• Aim of the task: Exactly as written, set down every entry once more.

• Provided material:
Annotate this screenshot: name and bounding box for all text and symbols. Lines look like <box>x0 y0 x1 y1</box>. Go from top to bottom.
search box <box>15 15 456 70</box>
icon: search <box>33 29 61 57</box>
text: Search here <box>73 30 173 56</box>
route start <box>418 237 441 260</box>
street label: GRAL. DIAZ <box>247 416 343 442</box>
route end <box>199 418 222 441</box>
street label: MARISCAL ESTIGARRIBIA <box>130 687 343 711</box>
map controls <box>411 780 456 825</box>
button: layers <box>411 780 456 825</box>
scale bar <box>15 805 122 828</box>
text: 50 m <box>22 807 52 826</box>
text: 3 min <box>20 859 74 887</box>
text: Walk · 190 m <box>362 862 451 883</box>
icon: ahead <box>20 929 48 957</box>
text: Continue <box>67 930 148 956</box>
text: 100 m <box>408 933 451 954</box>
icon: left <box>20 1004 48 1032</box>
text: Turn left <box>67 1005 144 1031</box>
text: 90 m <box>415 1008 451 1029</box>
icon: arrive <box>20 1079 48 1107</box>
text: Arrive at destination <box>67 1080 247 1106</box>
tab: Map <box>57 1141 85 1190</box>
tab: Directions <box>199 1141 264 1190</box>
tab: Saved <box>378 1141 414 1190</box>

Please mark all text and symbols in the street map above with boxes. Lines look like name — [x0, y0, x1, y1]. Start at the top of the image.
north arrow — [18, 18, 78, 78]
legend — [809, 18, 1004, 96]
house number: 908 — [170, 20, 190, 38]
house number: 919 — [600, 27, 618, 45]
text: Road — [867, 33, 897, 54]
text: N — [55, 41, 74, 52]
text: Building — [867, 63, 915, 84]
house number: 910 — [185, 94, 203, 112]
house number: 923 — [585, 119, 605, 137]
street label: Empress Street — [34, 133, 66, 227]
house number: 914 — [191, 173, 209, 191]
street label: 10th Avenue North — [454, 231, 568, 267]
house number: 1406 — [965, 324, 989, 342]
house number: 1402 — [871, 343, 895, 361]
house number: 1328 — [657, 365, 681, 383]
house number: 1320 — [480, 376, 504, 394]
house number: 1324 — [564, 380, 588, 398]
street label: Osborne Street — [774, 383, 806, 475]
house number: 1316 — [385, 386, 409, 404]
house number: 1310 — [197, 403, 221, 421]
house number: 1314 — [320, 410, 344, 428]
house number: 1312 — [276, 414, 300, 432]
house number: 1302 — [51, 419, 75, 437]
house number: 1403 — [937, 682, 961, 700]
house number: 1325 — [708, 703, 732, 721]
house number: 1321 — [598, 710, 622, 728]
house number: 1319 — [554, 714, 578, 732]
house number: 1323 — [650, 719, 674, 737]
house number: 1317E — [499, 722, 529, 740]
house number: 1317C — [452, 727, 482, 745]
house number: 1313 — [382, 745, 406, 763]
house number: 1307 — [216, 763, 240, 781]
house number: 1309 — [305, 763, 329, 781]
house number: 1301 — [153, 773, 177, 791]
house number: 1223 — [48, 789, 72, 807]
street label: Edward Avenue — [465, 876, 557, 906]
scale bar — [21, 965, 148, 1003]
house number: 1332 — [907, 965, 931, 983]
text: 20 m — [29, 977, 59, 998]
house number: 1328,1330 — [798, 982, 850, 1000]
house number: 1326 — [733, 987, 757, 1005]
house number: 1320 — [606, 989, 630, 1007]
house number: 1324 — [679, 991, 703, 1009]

• Response to the exercise:
Annotate this screenshot: name and bounding box for all text and symbols. Lines look like <box>x0 y0 x1 y1</box>. Go from top to bottom.
search box <box>15 15 456 70</box>
icon: search <box>33 29 61 57</box>
text: Search here <box>73 30 173 56</box>
route start <box>418 237 441 260</box>
street label: GRAL. DIAZ <box>247 416 343 442</box>
route end <box>199 418 222 441</box>
street label: MARISCAL ESTIGARRIBIA <box>130 687 343 711</box>
map controls <box>411 780 456 825</box>
button: layers <box>411 780 456 825</box>
scale bar <box>15 805 122 828</box>
text: 50 m <box>22 807 52 826</box>
text: 3 min <box>20 859 74 887</box>
text: Walk · 190 m <box>362 862 451 883</box>
icon: ahead <box>20 929 48 957</box>
text: Continue <box>67 930 148 956</box>
text: 100 m <box>408 933 451 954</box>
icon: left <box>20 1004 48 1032</box>
text: Turn left <box>67 1005 144 1031</box>
text: 90 m <box>415 1008 451 1029</box>
icon: arrive <box>20 1079 48 1107</box>
text: Arrive at destination <box>67 1080 247 1106</box>
tab: Map <box>57 1141 85 1190</box>
tab: Directions <box>199 1141 264 1190</box>
tab: Saved <box>378 1141 414 1190</box>

Please mark all text and symbols in the street map above with boxes. Lines look like name — [x0, y0, x1, y1]. Start at the top of the image.
north arrow — [18, 18, 78, 78]
legend — [809, 18, 1004, 96]
house number: 908 — [170, 20, 190, 38]
house number: 919 — [600, 27, 618, 45]
text: Road — [867, 33, 897, 54]
text: N — [55, 41, 74, 52]
text: Building — [867, 63, 915, 84]
house number: 910 — [185, 94, 203, 112]
house number: 923 — [585, 119, 605, 137]
street label: Empress Street — [34, 133, 66, 227]
house number: 914 — [191, 173, 209, 191]
street label: 10th Avenue North — [454, 231, 568, 267]
house number: 1406 — [965, 324, 989, 342]
house number: 1402 — [871, 343, 895, 361]
house number: 1328 — [657, 365, 681, 383]
house number: 1320 — [480, 376, 504, 394]
house number: 1324 — [564, 380, 588, 398]
street label: Osborne Street — [774, 383, 806, 475]
house number: 1316 — [385, 386, 409, 404]
house number: 1310 — [197, 403, 221, 421]
house number: 1314 — [320, 410, 344, 428]
house number: 1312 — [276, 414, 300, 432]
house number: 1302 — [51, 419, 75, 437]
house number: 1403 — [937, 682, 961, 700]
house number: 1325 — [708, 703, 732, 721]
house number: 1321 — [598, 710, 622, 728]
house number: 1319 — [554, 714, 578, 732]
house number: 1323 — [650, 719, 674, 737]
house number: 1317E — [499, 722, 529, 740]
house number: 1317C — [452, 727, 482, 745]
house number: 1313 — [382, 745, 406, 763]
house number: 1307 — [216, 763, 240, 781]
house number: 1309 — [305, 763, 329, 781]
house number: 1301 — [153, 773, 177, 791]
house number: 1223 — [48, 789, 72, 807]
street label: Edward Avenue — [465, 876, 557, 906]
scale bar — [21, 965, 148, 1003]
house number: 1332 — [907, 965, 931, 983]
text: 20 m — [29, 977, 59, 998]
house number: 1328,1330 — [798, 982, 850, 1000]
house number: 1326 — [733, 987, 757, 1005]
house number: 1320 — [606, 989, 630, 1007]
house number: 1324 — [679, 991, 703, 1009]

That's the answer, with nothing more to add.